Irakli Alasania, Georgia’s ambassador to the UN and former chief negotiator on Abkhazia, paid a surprise visit to Sokhumi on May 12.
He met with Abkhaz leader Sergey Bagapsh and Foreign Minister Sergey Shamba, according to the Abkhaz news agency, Apsnipress.
Information about the visit is scarce. Apsnipress reported that “the issues of security” were discussed at the meeting, which was held on initiative of the Georgian side, according to Abkhaz news agency, Apsnipress. Alasania, reportedly, left for New York shortly after the visit without making any comments for the press.
“We are ready for direct contacts with the Abkhaz side and the fact that Mr. Alasania visited Sokhumi is a practical step by us to find common language with our Abkhaz compatriots,” Davit Bakradze, former foreign minister and leader of the ruling party, said on May 13.
Alasania’s talks with the Abkhaz leadership came after the U.S. Deputy Assistant Secretary of State for European and Eurasian Affairs, Mathew Bryza, visited Sokhumi on May 10-11.

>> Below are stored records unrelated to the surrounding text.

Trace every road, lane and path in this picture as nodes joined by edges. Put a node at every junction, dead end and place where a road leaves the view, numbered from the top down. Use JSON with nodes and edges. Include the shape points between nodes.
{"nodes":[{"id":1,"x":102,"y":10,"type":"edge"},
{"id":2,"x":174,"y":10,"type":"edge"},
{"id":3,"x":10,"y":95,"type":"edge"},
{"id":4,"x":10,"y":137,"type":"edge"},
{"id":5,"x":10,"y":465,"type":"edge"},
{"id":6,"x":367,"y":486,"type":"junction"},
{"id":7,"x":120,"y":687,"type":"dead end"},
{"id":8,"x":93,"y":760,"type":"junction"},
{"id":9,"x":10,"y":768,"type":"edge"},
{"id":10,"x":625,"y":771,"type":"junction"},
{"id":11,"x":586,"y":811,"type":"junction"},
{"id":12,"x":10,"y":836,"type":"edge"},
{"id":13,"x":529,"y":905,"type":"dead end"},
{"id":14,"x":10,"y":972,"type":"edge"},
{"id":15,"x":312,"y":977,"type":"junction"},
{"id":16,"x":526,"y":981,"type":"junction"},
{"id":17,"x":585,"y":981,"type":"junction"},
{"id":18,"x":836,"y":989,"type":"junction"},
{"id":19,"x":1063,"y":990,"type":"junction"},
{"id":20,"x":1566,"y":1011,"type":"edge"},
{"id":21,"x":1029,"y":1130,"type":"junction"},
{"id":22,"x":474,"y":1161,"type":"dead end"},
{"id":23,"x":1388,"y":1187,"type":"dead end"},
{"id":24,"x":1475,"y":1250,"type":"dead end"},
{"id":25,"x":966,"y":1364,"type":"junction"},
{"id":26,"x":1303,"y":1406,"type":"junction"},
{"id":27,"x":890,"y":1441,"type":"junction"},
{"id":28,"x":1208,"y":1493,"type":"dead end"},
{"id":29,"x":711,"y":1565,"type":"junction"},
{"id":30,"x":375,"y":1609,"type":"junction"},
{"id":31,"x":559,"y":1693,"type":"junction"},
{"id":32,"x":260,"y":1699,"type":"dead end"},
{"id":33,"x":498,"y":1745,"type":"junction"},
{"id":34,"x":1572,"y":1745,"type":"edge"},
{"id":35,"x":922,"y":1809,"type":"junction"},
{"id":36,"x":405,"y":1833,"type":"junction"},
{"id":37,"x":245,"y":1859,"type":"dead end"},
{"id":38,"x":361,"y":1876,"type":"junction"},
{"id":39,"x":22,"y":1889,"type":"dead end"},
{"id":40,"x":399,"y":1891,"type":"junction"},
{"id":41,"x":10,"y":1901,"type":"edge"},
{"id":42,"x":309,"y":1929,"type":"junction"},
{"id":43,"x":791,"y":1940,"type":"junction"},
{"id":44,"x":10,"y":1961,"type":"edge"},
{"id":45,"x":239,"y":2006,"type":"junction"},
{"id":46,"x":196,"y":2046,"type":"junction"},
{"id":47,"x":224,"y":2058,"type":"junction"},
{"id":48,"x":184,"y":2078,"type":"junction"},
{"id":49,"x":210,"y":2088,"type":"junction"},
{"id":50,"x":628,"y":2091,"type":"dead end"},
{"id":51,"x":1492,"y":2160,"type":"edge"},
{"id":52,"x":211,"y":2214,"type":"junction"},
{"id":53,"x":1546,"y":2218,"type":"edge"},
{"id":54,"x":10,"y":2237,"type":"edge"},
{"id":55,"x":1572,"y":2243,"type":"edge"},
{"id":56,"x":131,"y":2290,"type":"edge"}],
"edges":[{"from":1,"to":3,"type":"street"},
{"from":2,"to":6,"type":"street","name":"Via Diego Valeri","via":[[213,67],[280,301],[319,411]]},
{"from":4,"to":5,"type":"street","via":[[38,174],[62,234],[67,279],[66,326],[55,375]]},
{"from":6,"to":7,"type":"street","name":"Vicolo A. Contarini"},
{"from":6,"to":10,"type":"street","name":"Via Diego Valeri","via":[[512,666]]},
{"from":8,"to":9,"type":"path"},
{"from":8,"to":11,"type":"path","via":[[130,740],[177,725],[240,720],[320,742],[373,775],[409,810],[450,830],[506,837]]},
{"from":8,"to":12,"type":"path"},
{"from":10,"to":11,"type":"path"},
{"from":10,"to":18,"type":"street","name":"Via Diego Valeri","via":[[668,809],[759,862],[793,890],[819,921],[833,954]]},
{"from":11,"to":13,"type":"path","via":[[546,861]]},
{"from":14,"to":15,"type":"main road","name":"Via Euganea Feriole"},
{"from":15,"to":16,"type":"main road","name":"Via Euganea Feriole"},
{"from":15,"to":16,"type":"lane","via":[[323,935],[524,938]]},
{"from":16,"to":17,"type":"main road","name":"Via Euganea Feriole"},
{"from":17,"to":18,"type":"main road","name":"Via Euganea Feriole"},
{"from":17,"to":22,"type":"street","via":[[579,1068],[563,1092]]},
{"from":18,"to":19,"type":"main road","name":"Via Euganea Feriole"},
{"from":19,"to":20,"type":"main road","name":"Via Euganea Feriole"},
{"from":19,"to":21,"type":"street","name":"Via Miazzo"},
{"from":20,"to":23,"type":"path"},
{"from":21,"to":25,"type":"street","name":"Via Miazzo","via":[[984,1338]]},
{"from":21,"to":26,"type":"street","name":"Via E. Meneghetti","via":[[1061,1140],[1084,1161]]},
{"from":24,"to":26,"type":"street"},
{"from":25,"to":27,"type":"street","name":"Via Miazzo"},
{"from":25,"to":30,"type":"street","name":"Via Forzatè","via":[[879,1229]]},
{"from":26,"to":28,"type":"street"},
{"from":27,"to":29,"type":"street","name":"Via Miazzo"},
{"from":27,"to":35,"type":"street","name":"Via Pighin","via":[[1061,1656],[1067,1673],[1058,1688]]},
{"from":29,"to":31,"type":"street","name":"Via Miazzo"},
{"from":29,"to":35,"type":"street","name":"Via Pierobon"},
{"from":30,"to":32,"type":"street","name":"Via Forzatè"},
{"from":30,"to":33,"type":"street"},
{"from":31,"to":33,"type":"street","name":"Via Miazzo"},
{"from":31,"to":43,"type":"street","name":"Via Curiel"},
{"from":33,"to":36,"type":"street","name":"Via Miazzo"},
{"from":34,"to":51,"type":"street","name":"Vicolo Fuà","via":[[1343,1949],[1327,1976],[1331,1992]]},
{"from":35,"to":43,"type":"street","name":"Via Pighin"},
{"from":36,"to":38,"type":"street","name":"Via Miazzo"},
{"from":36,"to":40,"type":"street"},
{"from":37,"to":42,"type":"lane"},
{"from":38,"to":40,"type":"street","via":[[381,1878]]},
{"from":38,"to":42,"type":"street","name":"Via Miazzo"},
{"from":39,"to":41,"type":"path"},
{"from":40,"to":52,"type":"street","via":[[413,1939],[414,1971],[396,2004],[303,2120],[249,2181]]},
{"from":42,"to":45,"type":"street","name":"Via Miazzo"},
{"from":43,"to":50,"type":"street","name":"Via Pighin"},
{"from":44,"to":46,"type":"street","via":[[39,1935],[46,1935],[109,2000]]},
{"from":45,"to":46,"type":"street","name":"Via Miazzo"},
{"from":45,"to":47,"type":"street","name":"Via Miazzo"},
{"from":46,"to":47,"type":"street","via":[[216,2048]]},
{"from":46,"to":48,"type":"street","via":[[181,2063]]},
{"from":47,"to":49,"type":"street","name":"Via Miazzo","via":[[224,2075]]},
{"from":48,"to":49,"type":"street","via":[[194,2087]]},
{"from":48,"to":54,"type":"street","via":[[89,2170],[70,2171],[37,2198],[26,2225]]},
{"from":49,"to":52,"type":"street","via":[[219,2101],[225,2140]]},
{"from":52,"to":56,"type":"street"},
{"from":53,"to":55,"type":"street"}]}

The last time when Georgian and Abkhaz senior official met in Sokhumi was in October, 2007, when then Georgian State Minister for Conflict Resolution Issues Davit Bakradze held talks with the Foreign Minister of breakaway region Sergey Shamba.
Alasania, a respected negotiator in Sokhumi, was sidelined from talks with the Abkhaz side in June, 2006 after President Saakashvili appointed him as Georgia’s envoy in UN – the move which was criticized by many local commentators and opposition politicians.
Before that appointment Alasania served as Georgian presidential aide for the Abkhaz conflict resolution. In his capacity in charge of the Abkhaz issues, Alasania managed in March, 2006 to agree with the Abkhaz side to resume the Georgian-Abkhaz Coordination Council – a tool for direct talks between the sides. The Council has not been convened since then. Sergey Shamba, the foreign minister of breakaway region, has said for several times in the past about Alasania that he was “a very constructive person” with whom it was possible to hold consultations.